Exercise prompt:
The finished copy should match every record exactly and contain no pictures.

Data:

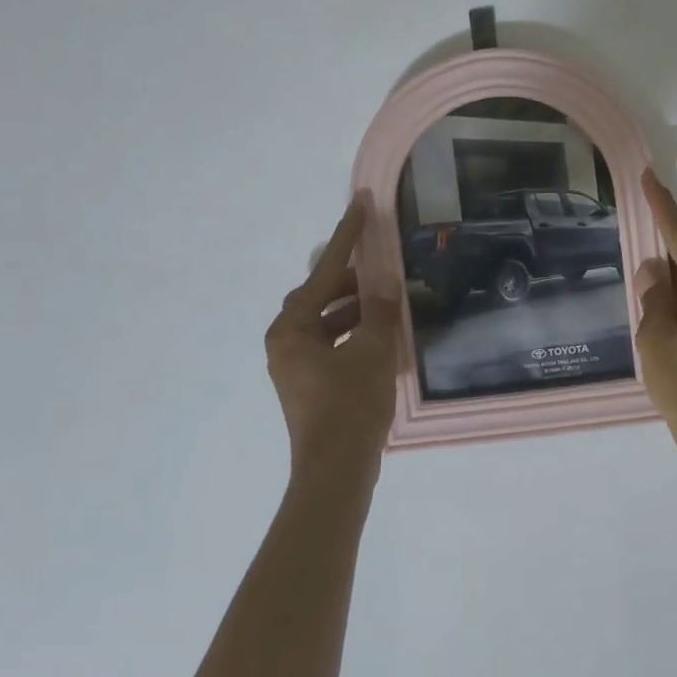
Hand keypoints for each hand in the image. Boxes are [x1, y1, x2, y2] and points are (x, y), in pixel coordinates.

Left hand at [265, 199, 398, 492]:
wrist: (336, 471)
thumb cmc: (350, 406)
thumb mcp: (373, 351)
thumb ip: (378, 311)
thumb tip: (383, 283)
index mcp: (292, 329)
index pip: (325, 273)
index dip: (347, 237)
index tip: (361, 205)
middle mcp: (286, 342)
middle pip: (321, 296)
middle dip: (353, 280)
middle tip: (383, 267)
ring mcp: (296, 365)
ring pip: (328, 321)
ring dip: (357, 310)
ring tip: (390, 302)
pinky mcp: (310, 384)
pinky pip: (333, 343)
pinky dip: (356, 334)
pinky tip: (383, 336)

Problem solution:
Hand keypoints for each hand in the image. Boxes are [x1, y1, x2, y2] and points are (x, y), in pixel coordinates.

Left hand at [265, 199, 398, 492]:
wrist: (336, 471)
thumb cmc: (350, 406)
thumb mcp: (373, 351)
thumb ip: (378, 311)
thumb tip: (383, 283)
index mcp: (292, 329)
index pip: (325, 273)
index dip: (347, 237)
index tip: (361, 205)
middle mcp: (286, 342)
middle pip: (321, 296)
middle dip: (353, 280)
middle tip: (383, 267)
ring mcp: (296, 365)
ring pip: (328, 321)
ring dip: (357, 310)
ring tip: (390, 302)
pinky mcp: (310, 384)
pinky pip: (333, 343)
pinky dip: (356, 334)
pinky tip: (383, 336)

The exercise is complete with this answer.